ACTIVITY:
Report each line of the listing below that holds "canvas".

GIVEN DATA:
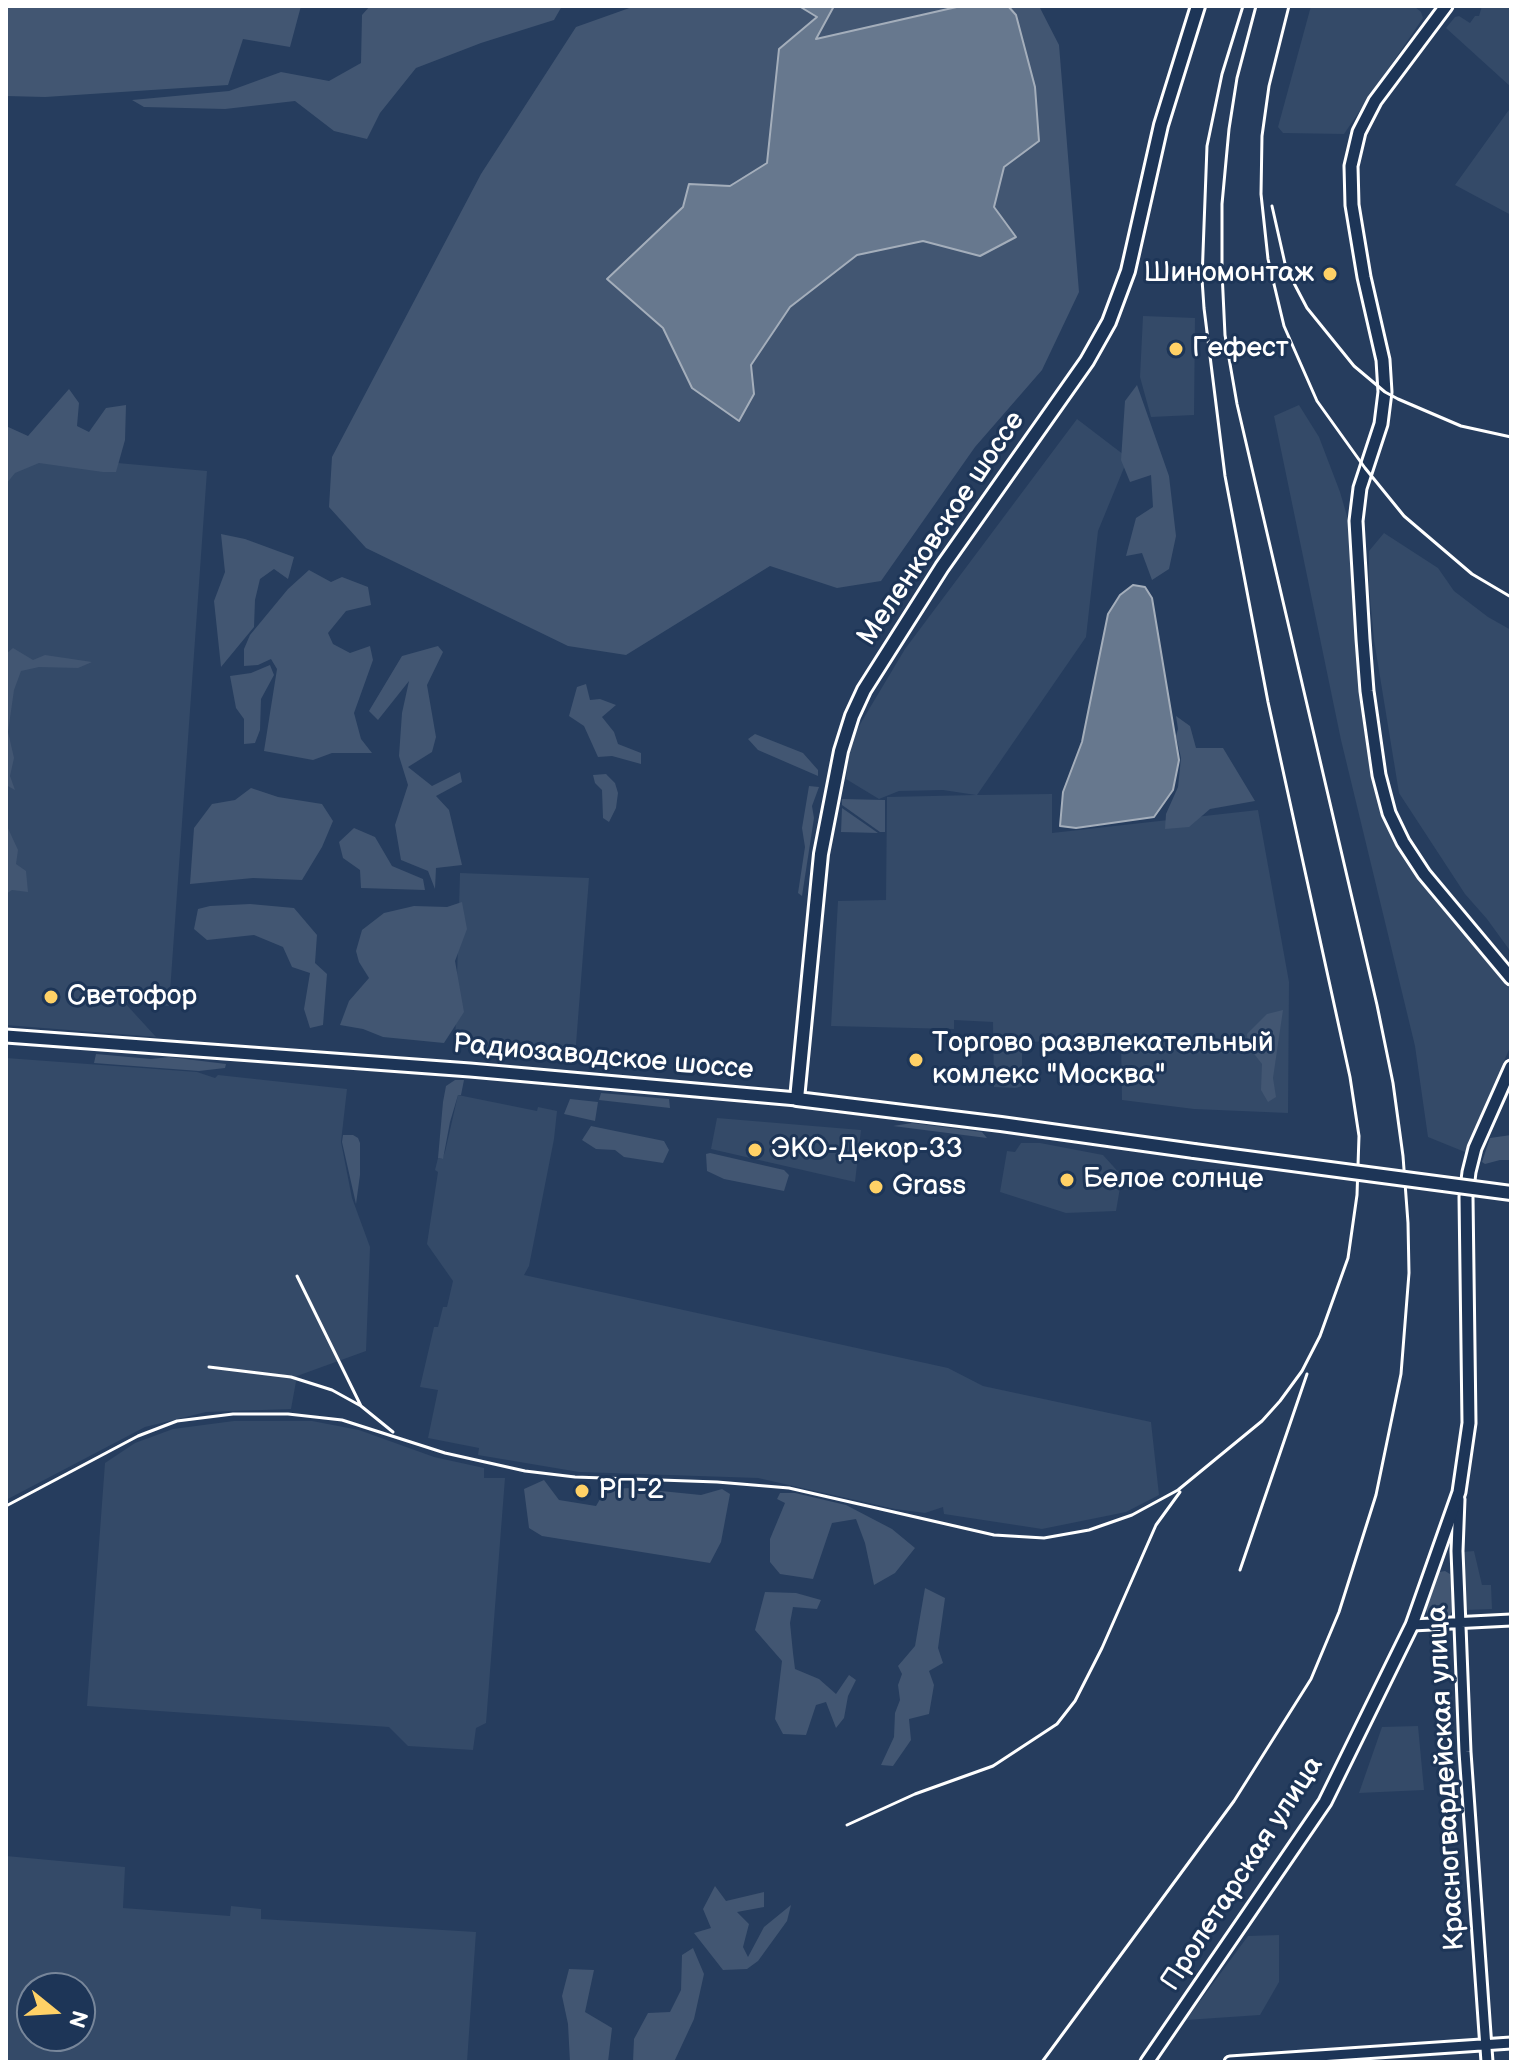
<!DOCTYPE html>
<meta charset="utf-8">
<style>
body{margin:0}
#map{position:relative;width:1517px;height:2068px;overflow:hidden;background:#263d5e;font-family:"Balsamiq Sans",sans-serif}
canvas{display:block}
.frame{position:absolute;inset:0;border:8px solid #fff;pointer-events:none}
.north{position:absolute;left:16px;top:1972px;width:80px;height:80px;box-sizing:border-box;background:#1d3557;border:2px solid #77869a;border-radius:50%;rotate:108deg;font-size:22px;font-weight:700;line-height:32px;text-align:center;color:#fff}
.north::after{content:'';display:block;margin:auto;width:28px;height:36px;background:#ffd166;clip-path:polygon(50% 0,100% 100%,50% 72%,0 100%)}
</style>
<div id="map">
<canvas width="1517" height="2068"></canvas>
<div class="frame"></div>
<div class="north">N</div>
</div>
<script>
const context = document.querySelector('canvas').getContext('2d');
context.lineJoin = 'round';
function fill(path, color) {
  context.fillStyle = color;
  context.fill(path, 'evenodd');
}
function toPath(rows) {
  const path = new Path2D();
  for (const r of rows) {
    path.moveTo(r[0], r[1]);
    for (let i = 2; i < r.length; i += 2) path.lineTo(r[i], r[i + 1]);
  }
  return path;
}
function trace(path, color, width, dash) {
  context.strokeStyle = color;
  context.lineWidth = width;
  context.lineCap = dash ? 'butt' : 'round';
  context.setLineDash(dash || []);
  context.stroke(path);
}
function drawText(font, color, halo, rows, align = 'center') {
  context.font = font + ' "Balsamiq Sans",sans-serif';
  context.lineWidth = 6;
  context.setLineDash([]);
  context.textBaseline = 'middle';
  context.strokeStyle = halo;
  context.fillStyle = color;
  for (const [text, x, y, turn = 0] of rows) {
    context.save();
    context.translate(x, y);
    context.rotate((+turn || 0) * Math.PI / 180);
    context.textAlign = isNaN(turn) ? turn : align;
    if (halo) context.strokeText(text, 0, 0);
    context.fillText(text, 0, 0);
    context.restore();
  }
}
const built = toPath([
 [1311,6,1414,6,1421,12,1423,18,1344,134,1283,133,1278,127],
 [1482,6,1511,8,1511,87,1446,28,1455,17,1459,16,1470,23,1475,16,1479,16],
 [1511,107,1511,215,1455,185],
 [1143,316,1195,318,1194,415,1151,417,1140,377],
 [1299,405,1319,437,1340,492,1352,533,1363,720,1370,764,1382,808,1391,831,1429,889,1484,954,1511,989,1511,1045,1465,1152,1428,1137,1415,1046,1341,740,1274,416],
 [1077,419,1128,458,1098,531,1086,637,977,795,1052,794,1052,833,1258,810,1289,982,1288,1113,1194,1109,1122,1100,1121,1040,1022,1042,1022,1086,1016,1088,994,1087,993,1022,954,1020,954,1029,831,1026,838,901,886,900,887,797,976,795,943,790,899,791,879,799,846,779,850,741,905,649],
 [6,453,207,471,169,1006,124,1002,156,1037,6,1025],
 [1384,533,1438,568,1454,591,1488,617,1511,630,1511,952,1487,919,1465,894,1399,793,1374,640,1369,587,1369,551],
 [460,873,589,878,575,1057,455,1047],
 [6,1058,197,1072,215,1078,218,1075,347,1089,341,1142,352,1198,370,1247,366,1351,297,1376,291,1409,206,1412,145,1427,6,1500],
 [458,1095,537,1111,538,1107,557,1111,554,1139,529,1266,524,1275,948,1368,983,1386,1151,1422,1159,1495,1126,1512,1042,1529,944,1514,943,1507,925,1513,895,1509,758,1478,579,1472,478,1455,479,1448,428,1438,438,1390,420,1387,434,1327,438,1327,443,1307,447,1307,453,1281,427,1244,438,1172,435,1170,438,1158,442,1159,445,1152],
 [717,1118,861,1130,855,1182,711,1149],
 [1021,1143,1040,1143,1103,1155,1122,1176,1116,1211,1066,1213,1000,1192,1007,1151,1015,1152],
 [234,1421,312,1421,359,1430,434,1457,484,1468,484,1478,505,1478,486,1723,476,1728,473,1750,408,1746,389,1727,87,1706,105,1463,135,1443,173,1429],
 [1474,1551,1482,1585,1491,1585,1492,1609,1465,1610,1462,1552],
 [1418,1726,1424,1790,1359,1793,1382,1727],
 [6,1856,125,1867,123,1908,230,1916,231,1906,261,1909,261,1919,476,1932,467,2062,6,2062],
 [32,1988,80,1988,80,2036,32,2036],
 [1279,1935,1279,1982,1260,2015,1186,2020,1248,1936]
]);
const green = toPath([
 [6,6,301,6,290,47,243,39,228,85,45,97,6,96],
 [370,6,562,6,554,20,481,43,416,68,380,113,367,139,334,131,295,101,225,109,144,107,132,100,229,91,281,72,329,81,361,63,362,15],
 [635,6,1039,6,1059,45,1079,292,1042,370,975,447,881,581,837,588,770,566,626,655,568,646,366,548,329,507,332,457,481,174,576,27],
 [1137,385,1169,476,1176,536,1169,569,1152,580,1142,553,1126,556,1136,518,1153,507,1151,475,1130,482,1121,460,1125,401],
 [69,389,79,403,77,426,89,432,106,408,126,405,125,440,116,472,103,472,39,463,15,473,6,484,6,426,28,436],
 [221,534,245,539,294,557,288,579,274,569,260,579,255,600,254,627,221,667,214,601,225,572],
 [309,570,331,582,342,577,368,587,371,605,346,611,328,633,333,644,350,653,370,646,373,660,354,713,361,739,372,753,332,753,313,760,264,751,277,669,271,659,258,665,244,666,244,649,250,635,288,589],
 [438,646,443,652,427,685,436,737,432,752,408,767,432,786,460,772,462,782,436,796,449,810,462,865,436,868,435,889,428,871,401,860,395,825,408,785,399,756,402,713,409,681,378,720,369,711,402,656],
 [13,648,33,660,45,655,92,662,78,668,39,667,21,671,14,690,8,732,14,758,10,776,15,790,6,785,6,654],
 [270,665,274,675,261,699,260,730,255,743,244,744,244,719,236,708,230,676,251,673],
 [586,684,590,700,600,699,616,705,602,717,614,732,618,744,641,753,641,764,612,756,598,757,584,726,569,716,577,687],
 [1176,716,1190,726,1196,748,1223,748,1255,801,1210,809,1189,827,1165,829,1166,814,1178,787,1181,758,1176,736,1178,729],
 [755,734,803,753,818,770,818,776,758,750,748,739],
 [606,774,615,783,618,793,616,808,609,822,603,818,602,790,595,783,593,775],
 [809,786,819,787,812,806,814,818,802,896,798,893,805,847,802,828],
 [251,788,278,797,322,804,333,821,322,847,302,880,253,878,190,884,194,828,212,804,235,800],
 [842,799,885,800,885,832,880,832,842,805],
 [842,808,878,833,841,832],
 [6,824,18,850,16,864,26,871,28,892,12,890,6,894],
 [354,828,375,837,392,866,423,879,425,890,361,888,360,870,343,858,339,842],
 [462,902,467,929,455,961,464,1012,444,1043,383,1037,363,1029,340,1025,349,1001,369,978,359,962,356,951,362,930,384,913,414,906,447,907],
 [250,904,294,908,317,935,315,963,327,974,323,1025,310,1028,304,1009,310,973,292,967,283,947,254,935,207,940,194,929,198,909,210,906],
 [1283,1010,1273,1078,1276,1097,1268,1102,1261,1090,1262,1064,1248,1046,1247,1034,1267,1014],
 [96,1054,151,1059,169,1057,226,1064,225,1068,199,1071,94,1063],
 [455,1080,464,1080,461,1095,458,1095,450,1122,443,1159,438,1158,443,1102,446,1086],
 [601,1093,669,1099,670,1108,599,1100],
 [570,1099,598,1102,595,1121,564,1114],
 [912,1123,982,1132,987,1138,893,1126],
 [591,1126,664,1141,669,1150,663,1163,624,1157,615,1150,596,1149,582,1140],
 [343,1135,353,1135,358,1138,360,1143,360,1175,356,1204,342,1142],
 [1511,1135,1511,1160,1500,1160,1485,1164,1482,1162,1490,1138],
 [710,1153,784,1170,789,1175,784,1191,724,1179,707,1171,706,1154],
 [544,1480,559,1500,596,1506,606,1489,631,1488,701,1495,722,1489,730,1494,721,1542,710,1563,542,1536,529,1528,524,1489],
 [780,1493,795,1493,846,1505,892,1529,915,1548,895,1573,874,1585,865,1543,856,1519,832,1523,813,1579,780,1574,770,1562,770,1539,785,1503,777,1499],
 [1445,1571,1450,1574,1453,1610,1449,1617,1436,1618,1429,1616,1426,1610,1439,1572],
 [925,1588,945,1598,938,1648,943,1663,929,1671,934,1685,929,1714,909,1719,911,1740,893,1766,881,1765,894,1737,895,1713,900,1700,898,1685,902,1674,898,1666,915,1646],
 [765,1592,796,1593,821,1600,817,1609,793,1607,790,1623,793,1653,795,1669,819,1679,836,1694,849,1675,856,1680,848,1696,844,1718,836,1728,826,1702,816,1705,806,1735,783,1734,775,1719,782,1661,755,1630],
 [715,1886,726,1901,764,1892,764,1907,737,1912,749,1924,743,1947,748,1957,764,1927,791,1905,787,1921,758,1961,747,1969,723,1970,694,1933,711,1928,703,1909],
 [693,1948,704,1974,694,2019,674,2062,633,2062,634,2039,648,2013,670,2012,681,1990,682,1955],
 [569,1969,594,1970,585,2012,612,2028,608,2062,570,2062,568,2024,562,1996]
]);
const water = toPath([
 [799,6,834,6,816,39,961,6,1008,6,1016,15,1035,87,1039,141,1004,167,994,207,1016,237,980,256,923,241,857,255,790,307,751,365,754,394,739,421,692,388,663,328,607,279,683,207,689,184,730,186,767,163,779,49,817,17,799,6],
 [1133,585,1145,587,1152,598,1179,760,1173,790,1154,817,1076,828,1060,826,1063,792,1082,742,1108,614,1120,595,1133,585]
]);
const minor = toPath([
 [1459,1499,1457,1551,1465,1752,1487,2062],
 [1412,1625,1511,1620],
 [1230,2062,1511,2043]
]);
const tertiary = toPath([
 [1446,6,1375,101,1359,132,1351,166,1352,205,1364,277,1383,360,1385,392,1381,424,1360,488,1356,521,1363,639,1367,691,1379,775,1389,813,1403,842,1424,874,1511,978],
 [6,1036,470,1070,797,1099],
 [1147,2062,1325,1802,1412,1625,1459,1492,1469,1423,1466,1197,1469,1172,1475,1148,1511,1067]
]);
const secondary = toPath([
 [1194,1151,1001,1124,797,1099,821,854,841,751,852,716,864,690,942,567,1087,361,1109,322,1128,271,1161,125,1198,6]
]);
const rail = toPath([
 [1289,6,1269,86,1262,136,1261,194,1268,259,1284,326,1317,401,1365,468,1404,516,1472,574,1511,597],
 [1272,206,1286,268,1307,308,1354,366,1385,392,1398,399,1461,426,1511,437],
 [297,1276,361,1406],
 [209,1367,291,1377,332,1390,361,1406,393,1432],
 [6,1506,138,1436,177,1421,233,1414,288,1414,342,1420,445,1453,525,1471,575,1477,717,1482,789,1488,994,1535,1044,1538,1089,1530,1132,1515,1178,1490,1262,1421,1280,1401,1302,1371,1320,1336,1348,1258,1357,1195,1359,1136,1350,1077,1268,702,1225,476,1204,308,1202,279,1207,146,1222,74,1243,6],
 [1240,1570,1307,1374],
 [847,1825,915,1794,993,1766,1057,1724,1075,1701,1102,1648,1156,1525,1180,1492],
 [1042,2062,1234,1801,1311,1679,1339,1612,1376,1495,1401,1374,1409,1273,1408,1223,1403,1156,1393,1083,1377,1005,1237,404,1225,335,1222,272,1222,204,1229,129,1237,78,1256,6]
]);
const secondaryBridge = toPath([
 [1194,1151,1511,1193]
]);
const markers = [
 [1330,274,8,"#ffd166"],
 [1176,349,8,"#ffd166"],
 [51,997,8,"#ffd166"],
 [916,1060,8,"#ffd166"],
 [755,1150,8,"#ffd166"],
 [1067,1180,8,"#ffd166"],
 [876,1187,8,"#ffd166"],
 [582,1491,8,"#ffd166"]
];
const poiNames = [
 ["Шиномонтаж",1314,274,"right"],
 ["Гефест",1192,349],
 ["Светофор",67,997],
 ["Торгово развлекательный",932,1044],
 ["комлекс \"Москва\"",932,1076],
 ["ЭКО-Декор-33",771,1150],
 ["Белое солнце",1083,1180],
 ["Grass",892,1187],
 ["РП-2",598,1491]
];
const streetNames = [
 ["Меленковское шоссе",942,529,-56],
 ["Радиозаводское шоссе",603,1058,5],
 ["Красногвардейская улица",1447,1778,-93],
 ["Пролетарская улица",1243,1874,-57]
];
fill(built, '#344a68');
fill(green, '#425672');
fill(water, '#67788e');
trace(water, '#a4aebb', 2);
trace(minor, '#fff', 15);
trace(tertiary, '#fff', 17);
trace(secondary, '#fff', 18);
trace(minor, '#1d3557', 9);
trace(tertiary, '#1d3557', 11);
trace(secondary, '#1d3557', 12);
trace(rail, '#fff', 3);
trace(secondaryBridge, '#fff', 18, []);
trace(secondaryBridge, '#1d3557', 12);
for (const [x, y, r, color] of markers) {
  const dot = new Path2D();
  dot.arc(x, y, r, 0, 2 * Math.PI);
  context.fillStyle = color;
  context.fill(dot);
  trace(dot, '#1d3557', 3);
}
drawText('28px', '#fff', '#1d3557', poiNames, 'left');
drawText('28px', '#fff', '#1d3557', streetNames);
</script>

RESPONSE:
canvas{display:block}
<canvas width="1517" height="2068"></canvas>
const context = document.querySelector('canvas').getContext('2d');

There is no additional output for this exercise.